» TRY IT:
Take every line in the entries that includes the word "Stigsjövägen" and copy it.

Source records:
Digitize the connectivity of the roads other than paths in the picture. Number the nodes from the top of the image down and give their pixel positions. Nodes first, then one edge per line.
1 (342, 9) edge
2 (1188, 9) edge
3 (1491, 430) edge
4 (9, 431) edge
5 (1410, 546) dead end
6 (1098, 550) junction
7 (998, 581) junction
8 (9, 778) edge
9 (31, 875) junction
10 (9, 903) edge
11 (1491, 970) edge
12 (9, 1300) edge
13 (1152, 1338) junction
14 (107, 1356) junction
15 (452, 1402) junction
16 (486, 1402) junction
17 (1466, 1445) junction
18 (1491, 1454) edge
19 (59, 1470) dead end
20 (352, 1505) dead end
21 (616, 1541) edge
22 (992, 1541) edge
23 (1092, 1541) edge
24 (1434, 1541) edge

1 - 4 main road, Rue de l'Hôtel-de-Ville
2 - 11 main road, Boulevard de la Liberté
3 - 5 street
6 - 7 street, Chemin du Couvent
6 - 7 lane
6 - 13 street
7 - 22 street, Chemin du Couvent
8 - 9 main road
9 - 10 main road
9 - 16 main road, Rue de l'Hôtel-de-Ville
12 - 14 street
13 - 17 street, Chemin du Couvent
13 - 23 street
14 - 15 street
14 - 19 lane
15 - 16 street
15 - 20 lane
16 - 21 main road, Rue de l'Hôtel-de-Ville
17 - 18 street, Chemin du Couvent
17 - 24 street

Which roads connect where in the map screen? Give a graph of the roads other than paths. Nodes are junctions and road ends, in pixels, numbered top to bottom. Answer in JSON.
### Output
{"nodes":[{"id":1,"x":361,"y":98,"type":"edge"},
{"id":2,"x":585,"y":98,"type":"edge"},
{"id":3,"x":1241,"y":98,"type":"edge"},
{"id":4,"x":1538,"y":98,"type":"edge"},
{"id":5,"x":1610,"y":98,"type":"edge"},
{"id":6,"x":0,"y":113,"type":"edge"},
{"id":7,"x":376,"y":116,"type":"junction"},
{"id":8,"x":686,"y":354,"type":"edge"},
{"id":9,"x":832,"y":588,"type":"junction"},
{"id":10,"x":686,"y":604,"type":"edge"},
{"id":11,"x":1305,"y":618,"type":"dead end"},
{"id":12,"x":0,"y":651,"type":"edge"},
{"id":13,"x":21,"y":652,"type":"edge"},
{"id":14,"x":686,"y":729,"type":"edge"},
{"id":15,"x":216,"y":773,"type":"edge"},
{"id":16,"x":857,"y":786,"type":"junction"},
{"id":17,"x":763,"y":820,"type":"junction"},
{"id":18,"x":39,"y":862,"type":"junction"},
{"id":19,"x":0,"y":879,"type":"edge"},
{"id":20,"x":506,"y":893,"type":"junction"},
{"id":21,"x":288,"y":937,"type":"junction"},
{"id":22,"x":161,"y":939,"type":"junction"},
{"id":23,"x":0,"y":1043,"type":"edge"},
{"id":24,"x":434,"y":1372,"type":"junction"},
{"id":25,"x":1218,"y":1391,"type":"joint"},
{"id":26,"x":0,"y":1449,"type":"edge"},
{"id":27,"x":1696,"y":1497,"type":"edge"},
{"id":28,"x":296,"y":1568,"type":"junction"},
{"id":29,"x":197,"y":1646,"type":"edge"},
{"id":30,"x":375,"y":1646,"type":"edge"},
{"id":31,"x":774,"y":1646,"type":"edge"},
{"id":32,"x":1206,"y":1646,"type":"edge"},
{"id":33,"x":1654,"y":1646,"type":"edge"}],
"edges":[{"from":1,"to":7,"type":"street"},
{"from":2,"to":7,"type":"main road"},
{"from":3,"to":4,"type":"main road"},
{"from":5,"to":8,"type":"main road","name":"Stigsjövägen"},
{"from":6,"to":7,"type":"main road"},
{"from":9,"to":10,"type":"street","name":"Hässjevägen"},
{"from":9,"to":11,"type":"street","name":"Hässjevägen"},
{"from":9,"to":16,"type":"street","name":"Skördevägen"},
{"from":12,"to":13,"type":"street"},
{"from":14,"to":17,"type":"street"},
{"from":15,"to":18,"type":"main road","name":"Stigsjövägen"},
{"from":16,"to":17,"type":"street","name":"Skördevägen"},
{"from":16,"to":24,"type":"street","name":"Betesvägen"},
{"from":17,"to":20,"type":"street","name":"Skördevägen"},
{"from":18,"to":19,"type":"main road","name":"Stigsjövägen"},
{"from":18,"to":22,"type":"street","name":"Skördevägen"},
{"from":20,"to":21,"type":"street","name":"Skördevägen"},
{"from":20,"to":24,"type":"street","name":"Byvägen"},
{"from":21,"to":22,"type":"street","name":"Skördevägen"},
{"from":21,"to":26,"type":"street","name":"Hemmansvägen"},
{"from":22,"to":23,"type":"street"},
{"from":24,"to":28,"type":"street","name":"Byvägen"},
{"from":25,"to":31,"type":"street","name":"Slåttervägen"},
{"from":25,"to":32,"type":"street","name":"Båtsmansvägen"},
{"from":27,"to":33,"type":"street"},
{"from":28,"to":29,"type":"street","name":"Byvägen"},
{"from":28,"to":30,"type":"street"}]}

» ANSWER FOR THIS EXERCISE:
{"from":5,"to":8,"type":"main road","name":"Stigsjövägen"},
{"from":15,"to":18,"type":"main road","name":"Stigsjövägen"},
{"from":18,"to":19,"type":"main road","name":"Stigsjövägen"},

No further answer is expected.